#### Directions for this task
Which lines below contain "高新三路"? Pull them out.

#### The data
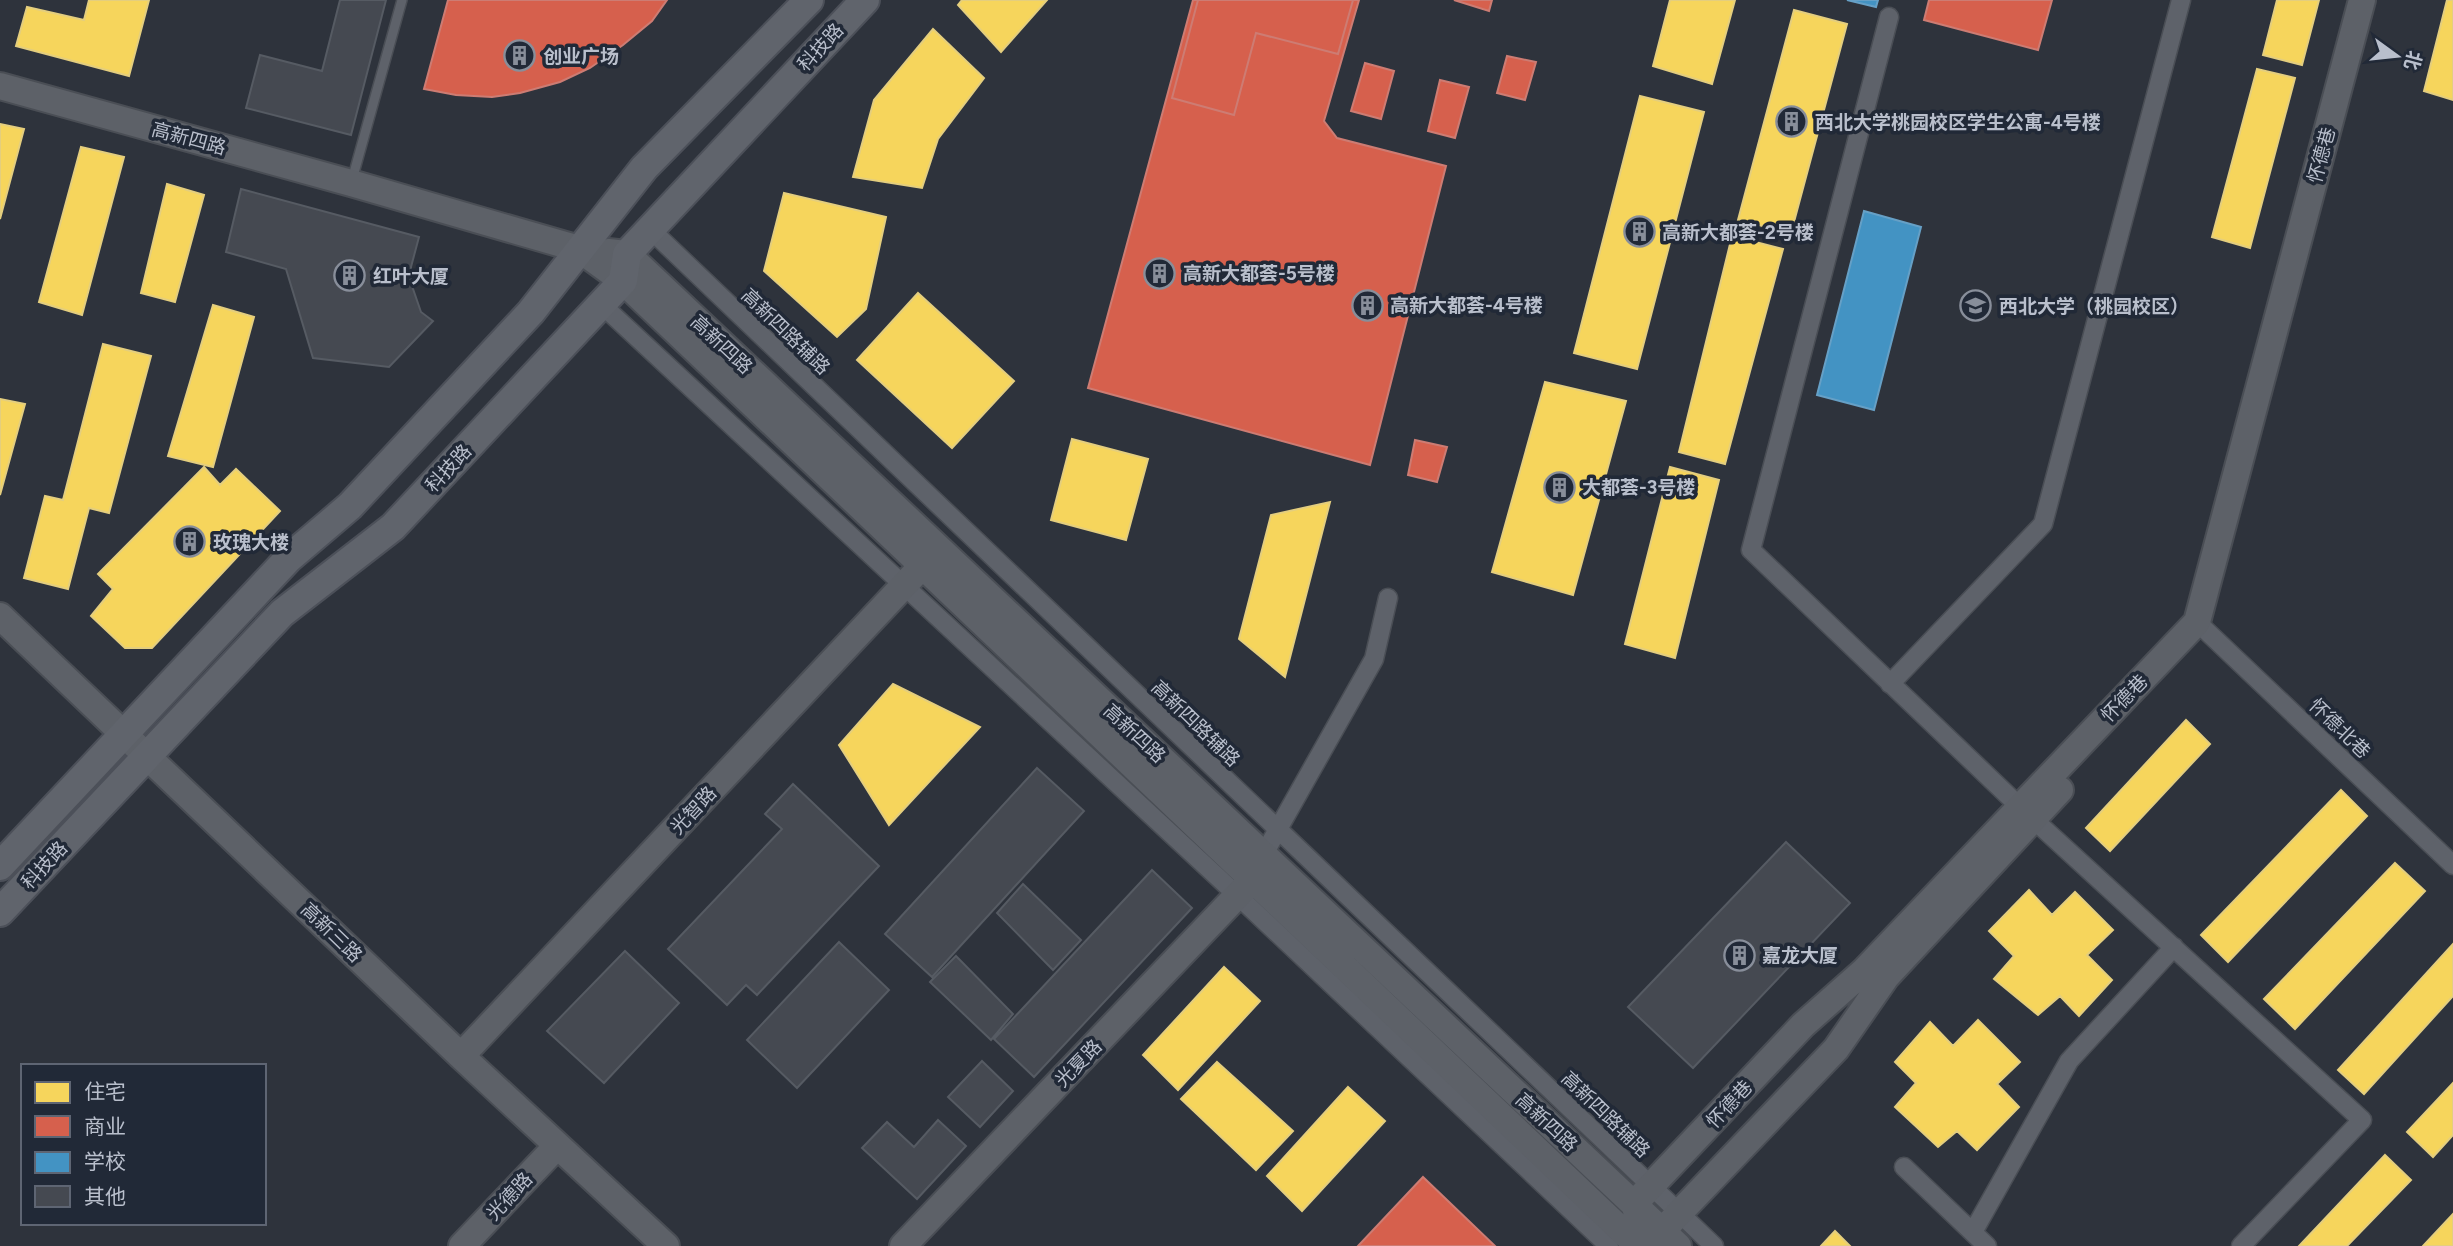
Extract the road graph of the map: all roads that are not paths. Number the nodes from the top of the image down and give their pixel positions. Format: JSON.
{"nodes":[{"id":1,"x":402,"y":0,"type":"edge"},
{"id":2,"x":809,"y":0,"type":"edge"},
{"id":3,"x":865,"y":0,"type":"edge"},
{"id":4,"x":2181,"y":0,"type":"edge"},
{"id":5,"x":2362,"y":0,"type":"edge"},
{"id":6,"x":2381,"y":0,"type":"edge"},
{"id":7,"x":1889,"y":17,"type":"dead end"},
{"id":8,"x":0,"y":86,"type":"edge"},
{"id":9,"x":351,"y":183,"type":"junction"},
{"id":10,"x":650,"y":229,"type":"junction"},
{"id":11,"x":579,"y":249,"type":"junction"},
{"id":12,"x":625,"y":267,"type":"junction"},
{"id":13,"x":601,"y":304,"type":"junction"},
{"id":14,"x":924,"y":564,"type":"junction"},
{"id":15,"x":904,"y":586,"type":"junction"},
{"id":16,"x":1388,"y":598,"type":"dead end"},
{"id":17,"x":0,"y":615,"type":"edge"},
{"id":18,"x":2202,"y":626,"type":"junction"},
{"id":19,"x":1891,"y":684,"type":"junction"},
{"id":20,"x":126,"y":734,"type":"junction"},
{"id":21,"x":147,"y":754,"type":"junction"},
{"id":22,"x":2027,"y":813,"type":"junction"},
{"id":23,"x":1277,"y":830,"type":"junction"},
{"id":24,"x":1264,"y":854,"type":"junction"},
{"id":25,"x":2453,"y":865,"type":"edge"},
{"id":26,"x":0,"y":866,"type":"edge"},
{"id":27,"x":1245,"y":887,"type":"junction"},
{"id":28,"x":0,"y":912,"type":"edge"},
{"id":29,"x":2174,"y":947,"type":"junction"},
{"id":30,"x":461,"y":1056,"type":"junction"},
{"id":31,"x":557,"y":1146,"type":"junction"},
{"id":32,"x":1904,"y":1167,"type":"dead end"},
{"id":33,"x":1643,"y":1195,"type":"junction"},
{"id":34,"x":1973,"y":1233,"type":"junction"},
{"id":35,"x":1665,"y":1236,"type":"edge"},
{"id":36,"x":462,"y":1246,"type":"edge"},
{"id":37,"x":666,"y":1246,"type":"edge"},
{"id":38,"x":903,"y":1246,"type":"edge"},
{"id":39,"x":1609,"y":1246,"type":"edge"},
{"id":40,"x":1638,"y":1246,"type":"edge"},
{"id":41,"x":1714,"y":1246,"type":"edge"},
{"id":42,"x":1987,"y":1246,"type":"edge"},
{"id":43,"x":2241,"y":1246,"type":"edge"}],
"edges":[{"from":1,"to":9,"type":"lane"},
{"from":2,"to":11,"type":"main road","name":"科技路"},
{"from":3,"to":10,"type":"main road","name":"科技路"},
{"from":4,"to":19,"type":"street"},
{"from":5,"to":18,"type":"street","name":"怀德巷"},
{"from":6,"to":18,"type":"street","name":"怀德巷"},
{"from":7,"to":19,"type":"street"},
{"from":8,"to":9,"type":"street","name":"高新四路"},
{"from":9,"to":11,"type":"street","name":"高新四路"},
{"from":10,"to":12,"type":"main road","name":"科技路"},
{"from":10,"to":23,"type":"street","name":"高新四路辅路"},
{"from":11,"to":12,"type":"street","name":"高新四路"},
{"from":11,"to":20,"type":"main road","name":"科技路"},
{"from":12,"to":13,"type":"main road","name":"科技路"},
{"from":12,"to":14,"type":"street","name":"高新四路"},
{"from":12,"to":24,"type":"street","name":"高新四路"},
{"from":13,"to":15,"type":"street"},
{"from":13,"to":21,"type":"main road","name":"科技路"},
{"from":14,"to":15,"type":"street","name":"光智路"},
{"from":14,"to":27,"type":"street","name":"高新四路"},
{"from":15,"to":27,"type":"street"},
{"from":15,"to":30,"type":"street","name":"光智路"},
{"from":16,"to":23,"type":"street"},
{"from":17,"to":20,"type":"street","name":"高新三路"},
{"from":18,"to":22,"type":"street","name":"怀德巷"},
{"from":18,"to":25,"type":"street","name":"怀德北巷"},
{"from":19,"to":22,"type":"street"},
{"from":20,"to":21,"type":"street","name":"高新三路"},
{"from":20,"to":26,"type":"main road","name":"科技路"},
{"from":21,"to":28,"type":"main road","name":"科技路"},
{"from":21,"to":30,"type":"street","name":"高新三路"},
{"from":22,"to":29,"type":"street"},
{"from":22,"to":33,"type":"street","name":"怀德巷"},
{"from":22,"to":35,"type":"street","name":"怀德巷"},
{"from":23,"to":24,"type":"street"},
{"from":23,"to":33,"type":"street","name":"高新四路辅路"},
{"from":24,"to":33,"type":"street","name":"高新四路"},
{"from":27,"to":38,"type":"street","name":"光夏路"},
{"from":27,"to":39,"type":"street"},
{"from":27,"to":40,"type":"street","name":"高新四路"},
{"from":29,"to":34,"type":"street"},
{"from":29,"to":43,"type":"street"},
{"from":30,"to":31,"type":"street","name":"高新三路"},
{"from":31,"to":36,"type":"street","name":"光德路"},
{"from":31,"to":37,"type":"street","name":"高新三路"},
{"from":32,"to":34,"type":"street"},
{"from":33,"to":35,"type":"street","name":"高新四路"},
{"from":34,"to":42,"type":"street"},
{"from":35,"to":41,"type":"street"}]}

#### Solution for this task
{"from":17,"to":20,"type":"street","name":"高新三路"},
{"from":20,"to":21,"type":"street","name":"高新三路"},
{"from":21,"to":30,"type":"street","name":"高新三路"},
{"from":30,"to":31,"type":"street","name":"高新三路"},
{"from":31,"to":37,"type":"street","name":"高新三路"},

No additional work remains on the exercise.